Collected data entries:
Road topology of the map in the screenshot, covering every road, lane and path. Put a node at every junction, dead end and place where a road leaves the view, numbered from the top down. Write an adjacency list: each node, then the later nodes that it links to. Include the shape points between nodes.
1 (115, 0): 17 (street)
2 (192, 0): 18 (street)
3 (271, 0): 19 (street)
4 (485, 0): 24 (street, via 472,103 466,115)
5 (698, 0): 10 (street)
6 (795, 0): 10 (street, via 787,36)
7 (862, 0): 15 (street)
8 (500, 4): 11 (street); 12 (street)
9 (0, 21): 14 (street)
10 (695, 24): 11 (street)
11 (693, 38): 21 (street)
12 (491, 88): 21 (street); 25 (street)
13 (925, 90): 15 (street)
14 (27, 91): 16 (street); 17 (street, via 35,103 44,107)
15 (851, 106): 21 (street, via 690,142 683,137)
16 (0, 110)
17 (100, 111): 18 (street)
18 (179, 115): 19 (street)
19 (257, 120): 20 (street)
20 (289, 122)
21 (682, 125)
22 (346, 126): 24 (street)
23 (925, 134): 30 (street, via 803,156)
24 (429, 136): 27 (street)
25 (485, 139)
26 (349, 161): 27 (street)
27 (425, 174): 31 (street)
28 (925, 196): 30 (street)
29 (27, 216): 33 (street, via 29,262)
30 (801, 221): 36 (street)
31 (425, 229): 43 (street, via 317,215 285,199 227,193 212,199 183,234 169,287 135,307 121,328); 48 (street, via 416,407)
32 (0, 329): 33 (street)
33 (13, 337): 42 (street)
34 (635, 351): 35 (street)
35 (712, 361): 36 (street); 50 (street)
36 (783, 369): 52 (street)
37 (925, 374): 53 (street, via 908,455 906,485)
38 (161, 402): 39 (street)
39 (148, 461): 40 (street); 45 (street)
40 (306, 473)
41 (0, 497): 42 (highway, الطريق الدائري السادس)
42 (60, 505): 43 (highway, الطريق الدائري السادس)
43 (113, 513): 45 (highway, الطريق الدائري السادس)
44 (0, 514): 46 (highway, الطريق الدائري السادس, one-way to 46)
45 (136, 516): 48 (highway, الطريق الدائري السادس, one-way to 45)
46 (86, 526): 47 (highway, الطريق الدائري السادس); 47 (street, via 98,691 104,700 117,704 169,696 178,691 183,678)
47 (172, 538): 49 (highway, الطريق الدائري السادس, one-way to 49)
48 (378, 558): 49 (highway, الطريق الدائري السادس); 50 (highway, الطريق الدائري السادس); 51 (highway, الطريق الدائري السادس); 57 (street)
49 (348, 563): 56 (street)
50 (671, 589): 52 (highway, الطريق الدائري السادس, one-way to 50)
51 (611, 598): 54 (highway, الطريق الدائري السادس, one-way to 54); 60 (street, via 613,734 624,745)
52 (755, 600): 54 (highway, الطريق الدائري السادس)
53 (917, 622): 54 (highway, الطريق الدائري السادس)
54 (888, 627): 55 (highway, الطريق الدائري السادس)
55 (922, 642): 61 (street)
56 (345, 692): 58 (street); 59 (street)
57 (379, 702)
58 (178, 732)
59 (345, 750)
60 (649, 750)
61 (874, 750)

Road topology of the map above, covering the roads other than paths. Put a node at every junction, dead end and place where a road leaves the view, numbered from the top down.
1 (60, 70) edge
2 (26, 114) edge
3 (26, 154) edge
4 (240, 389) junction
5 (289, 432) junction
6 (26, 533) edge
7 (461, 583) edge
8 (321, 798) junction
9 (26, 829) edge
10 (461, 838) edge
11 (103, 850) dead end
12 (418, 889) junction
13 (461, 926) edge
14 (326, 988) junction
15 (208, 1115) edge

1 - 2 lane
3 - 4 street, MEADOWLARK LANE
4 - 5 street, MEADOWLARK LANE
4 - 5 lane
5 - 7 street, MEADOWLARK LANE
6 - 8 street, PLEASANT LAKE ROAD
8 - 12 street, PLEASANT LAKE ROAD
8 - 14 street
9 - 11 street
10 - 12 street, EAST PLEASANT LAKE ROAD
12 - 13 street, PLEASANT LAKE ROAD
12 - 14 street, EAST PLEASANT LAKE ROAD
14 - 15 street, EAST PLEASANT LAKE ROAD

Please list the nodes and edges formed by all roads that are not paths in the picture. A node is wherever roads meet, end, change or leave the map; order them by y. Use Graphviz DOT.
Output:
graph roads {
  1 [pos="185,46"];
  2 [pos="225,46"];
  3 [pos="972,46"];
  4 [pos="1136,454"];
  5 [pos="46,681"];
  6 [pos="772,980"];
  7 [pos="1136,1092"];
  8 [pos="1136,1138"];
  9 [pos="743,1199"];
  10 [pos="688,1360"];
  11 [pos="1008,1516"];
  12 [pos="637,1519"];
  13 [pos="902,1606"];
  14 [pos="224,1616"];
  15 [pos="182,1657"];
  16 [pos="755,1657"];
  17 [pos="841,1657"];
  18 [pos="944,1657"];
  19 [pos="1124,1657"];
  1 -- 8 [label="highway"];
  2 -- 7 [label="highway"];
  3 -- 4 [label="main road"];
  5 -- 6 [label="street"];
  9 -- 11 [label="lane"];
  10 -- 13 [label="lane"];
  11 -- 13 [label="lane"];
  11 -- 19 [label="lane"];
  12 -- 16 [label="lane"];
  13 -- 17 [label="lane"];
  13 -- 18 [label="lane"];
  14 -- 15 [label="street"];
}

WHAT YOU SHOULD DO | What are the lines from the one with "Road topology of the map above, covering" through the end of the entries? Give them again exactly, both end lines included.

EXPECTED OUTPUT |
Road topology of the map above, covering the roads other than paths. Put a node at every junction, dead end and place where a road leaves the view, numbered from the top down.
1 (60, 70) edge
2 (26, 114) edge
3 (26, 154) edge
4 (240, 389) junction
5 (289, 432) junction
6 (26, 533) edge
7 (461, 583) edge
8 (321, 798) junction
9 (26, 829) edge
10 (461, 838) edge
11 (103, 850) dead end
12 (418, 889) junction
13 (461, 926) edge
14 (326, 988) junction
15 (208, 1115) edge

1 - 2 lane
3 - 4 street, MEADOWLARK LANE
4 - 5 street, MEADOWLARK LANE
4 - 5 lane
5 - 7 street, MEADOWLARK LANE
6 - 8 street, PLEASANT LAKE ROAD
8 - 12 street, PLEASANT LAKE ROAD
8 - 14 street
9 - 11 street
10 - 12 street, EAST PLEASANT LAKE ROAD
12 - 13 street, PLEASANT LAKE ROAD
12 - 14 street, EAST PLEASANT LAKE ROAD
14 - 15 street, EAST PLEASANT LAKE ROAD

Please list the nodes and edges formed by all roads that are not paths in the picture. A node is wherever roads meet, end, change or leave the map; order them by y. Use Graphviz DOT.
Output:
graph roads {
  1 [pos="185,46"];
  2 [pos="225,46"];
  3 [pos="972,46"];
  4 [pos="1136,454"];
  5 [pos="46,681"];
  6 [pos="772,980"];
  7 [pos="1136,1092"];
  8 [pos="1136,1138"];
  9 [pos="743,1199"];
  10 [pos="688,1360"];
  11 [pos="1008,1516"];
  12 [pos="637,1519"];
  13 [pos="902,1606"];
  14 [pos="224,1616"];
  15 [pos="182,1657"];
  16 [pos="755,1657"];
  17 [pos="841,1657"];
  18 [pos="944,1657"];
  19 [pos="1124,1657"];
  1 -- 8 [label="highway"];
  2 -- 7 [label="highway"];
  3 -- 4 [label="main road"];
  5 -- 6 [label="street"];
  9 -- 11 [label="lane"];
  10 -- 13 [label="lane"];
  11 -- 13 [label="lane"];
  11 -- 19 [label="lane"];
  12 -- 16 [label="lane"];
  13 -- 17 [label="lane"];
  13 -- 18 [label="lane"];
  14 -- 15 [label="street"];
}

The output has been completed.